Le Retour de Virgule - Les Circumpolaires 2. E.12/35

Le Retour de Virgule

Les jours suivants, j’esquivai Joël autant que je pus et ne revis pas Lucas à la salle, ce qui me laisserait un peu de répit avant de savoir si la situation avait évolué. Mais le mercredi matin, Joël me tomba dessus : impossible de l’éviter. J’allais devoir faire face à mes responsabilités si Lucas avait craché le morceau… Mais non, il avait l’air radieux, on aurait dit qu’il avait gagné au loto tellement il souriait, je pouvais même compter ses dents, tant il riait béatement. Moi, je serrais tellement fort les fesses que j’aurais pu y casser des noix.

-          Bah alors, Alex ? Enfin, je te chope ! dit-il rigolard. Faut absolument que je te remercie. T’es un génie, mec !

Encore sur mes gardes, j’attendis qu’il parle avant d’engager la conversation. Ce n’est pas tous les jours qu’on rencontre l’ami qu’on a fait cocu consciemment.

-          Lucas m’a appelé dimanche soir, tout rentre dans l’ordre, on va même officialiser notre vie de couple. Je ne sais pas ce que tu lui as dit, mais tu as fait des miracles, il est comme métamorphosé. On dirait un autre Lucas, mais en mieux !

-          Ah bon ?

-          Ouais ! On s’est vus hier soir, et tout est reparti comme avant. En plus, j’avais trop envie de le baiser, et lui aussi en avait envie, crois-moi. On s’est emboités comme au premier jour. J’suis trop grave in love…Tu sais quoi ? Fini le couple exclusif ! Et il me lâchera un peu sur le véganisme, mais à moi d’être raisonnable dans les deux cas.

-          Super content pour toi ! Ça se termine bien alors. Cool !

Lucas avait tenu parole, il avait appelé Joël et ils s’étaient rabibochés, une fois encore. Sauf que sa transformation radicale en version inversée n’était pas prévue au programme. Que mijotait-il maintenant ?

-          Chose promise, chose due, mec ! Je t’ai ramené un bidon de cinq kilos de protéines. C’est offert par la maison, « tombé du camion et compagnie ». Mais motus, je te le donnerai ce soir discrètement.

Puis, Joël redevint le Joël que j’avais toujours connu : jovial, prévenant et serviable. Dandy frivole souriant toute la journée pour servir les clients du club, volant au secours de ceux qui avaient besoin d’un coach… J’enviais un peu ce bonheur retrouvé. J’y étais un peu pour quelque chose, mais c’était bien le seul point positif de cette histoire…

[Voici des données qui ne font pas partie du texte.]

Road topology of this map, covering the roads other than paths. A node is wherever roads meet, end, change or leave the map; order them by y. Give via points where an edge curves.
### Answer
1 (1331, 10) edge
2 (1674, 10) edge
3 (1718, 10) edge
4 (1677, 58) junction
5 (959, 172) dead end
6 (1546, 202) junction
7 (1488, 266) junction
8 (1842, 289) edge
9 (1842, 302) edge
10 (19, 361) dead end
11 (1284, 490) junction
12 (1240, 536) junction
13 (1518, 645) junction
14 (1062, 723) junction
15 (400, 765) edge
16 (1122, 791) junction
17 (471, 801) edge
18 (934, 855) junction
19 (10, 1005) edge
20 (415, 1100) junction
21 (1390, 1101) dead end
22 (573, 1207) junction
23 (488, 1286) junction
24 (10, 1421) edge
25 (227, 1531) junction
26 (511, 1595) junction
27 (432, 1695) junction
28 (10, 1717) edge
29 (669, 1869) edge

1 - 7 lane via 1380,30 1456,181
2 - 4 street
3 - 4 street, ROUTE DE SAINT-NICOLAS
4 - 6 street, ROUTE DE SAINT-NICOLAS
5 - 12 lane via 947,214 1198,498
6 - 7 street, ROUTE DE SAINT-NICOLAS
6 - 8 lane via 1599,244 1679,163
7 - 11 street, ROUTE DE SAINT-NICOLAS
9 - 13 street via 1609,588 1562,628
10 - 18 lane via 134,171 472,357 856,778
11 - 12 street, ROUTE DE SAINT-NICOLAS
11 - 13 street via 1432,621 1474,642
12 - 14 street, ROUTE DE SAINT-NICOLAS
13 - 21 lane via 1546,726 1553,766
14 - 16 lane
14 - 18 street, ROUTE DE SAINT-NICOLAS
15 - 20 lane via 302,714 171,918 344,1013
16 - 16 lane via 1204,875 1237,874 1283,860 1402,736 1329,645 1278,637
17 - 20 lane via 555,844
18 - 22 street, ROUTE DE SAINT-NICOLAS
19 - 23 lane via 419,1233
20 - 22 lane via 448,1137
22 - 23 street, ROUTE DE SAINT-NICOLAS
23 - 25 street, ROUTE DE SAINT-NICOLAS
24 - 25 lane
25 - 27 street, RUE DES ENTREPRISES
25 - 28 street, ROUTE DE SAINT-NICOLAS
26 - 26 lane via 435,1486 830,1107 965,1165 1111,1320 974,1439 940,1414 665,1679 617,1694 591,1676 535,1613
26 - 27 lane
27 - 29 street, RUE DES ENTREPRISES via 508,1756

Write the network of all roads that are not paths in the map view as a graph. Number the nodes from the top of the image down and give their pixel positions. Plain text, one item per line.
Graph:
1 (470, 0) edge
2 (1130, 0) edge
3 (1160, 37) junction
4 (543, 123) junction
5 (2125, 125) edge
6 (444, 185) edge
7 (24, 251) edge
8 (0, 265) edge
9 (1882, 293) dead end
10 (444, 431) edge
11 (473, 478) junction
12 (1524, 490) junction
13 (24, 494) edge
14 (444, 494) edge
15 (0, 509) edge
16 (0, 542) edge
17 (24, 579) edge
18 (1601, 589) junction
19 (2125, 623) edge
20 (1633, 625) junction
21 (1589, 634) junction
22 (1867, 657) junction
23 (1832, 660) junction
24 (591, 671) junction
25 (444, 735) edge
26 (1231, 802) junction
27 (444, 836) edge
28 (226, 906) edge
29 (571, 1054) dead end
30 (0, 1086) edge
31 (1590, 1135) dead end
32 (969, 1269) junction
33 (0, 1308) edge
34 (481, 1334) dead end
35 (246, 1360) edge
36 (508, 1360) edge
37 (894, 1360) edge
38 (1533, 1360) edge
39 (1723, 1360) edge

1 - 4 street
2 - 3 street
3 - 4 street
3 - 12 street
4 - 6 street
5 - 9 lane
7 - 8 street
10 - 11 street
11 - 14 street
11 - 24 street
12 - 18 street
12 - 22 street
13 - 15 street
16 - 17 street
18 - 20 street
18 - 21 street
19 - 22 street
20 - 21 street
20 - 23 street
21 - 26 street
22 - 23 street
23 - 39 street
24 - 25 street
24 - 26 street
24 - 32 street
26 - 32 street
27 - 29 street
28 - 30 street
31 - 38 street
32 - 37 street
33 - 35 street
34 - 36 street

La prochaine étape de ma trépidante vie actuelle, était cet apéro chez la mère de Julien qui aurait lieu le soir même. Quand j’y repensais, Karl n’était absolument pas traumatisé par le refus de Julien, ça lui passait largement au-dessus, il n’en parlait plus, sauf en des termes méprisants. Karl était encore un bogosse facile qui ne pardonnait pas à ceux qui avaient eu l’outrecuidance de le rejeter, et ils n’étaient pas légion : privilège de la jeunesse, évidemment.

J’étais rentré à la maison à peine trente minutes avant mon super rendez-vous de ce soir. Pendant que je me changeais, je remarquai que j’étais sacrément en train de mal tourner ces derniers temps. Je ne draguais plus, je ne sortais plus dans les boites, mais j’allais à un apéro chez une maman de l’immeuble, manger des biscuits et boire une tisane. Lucas m’avait secoué, ça c’était certain, mais le booster n’avait pas encore complétement redémarré la bête.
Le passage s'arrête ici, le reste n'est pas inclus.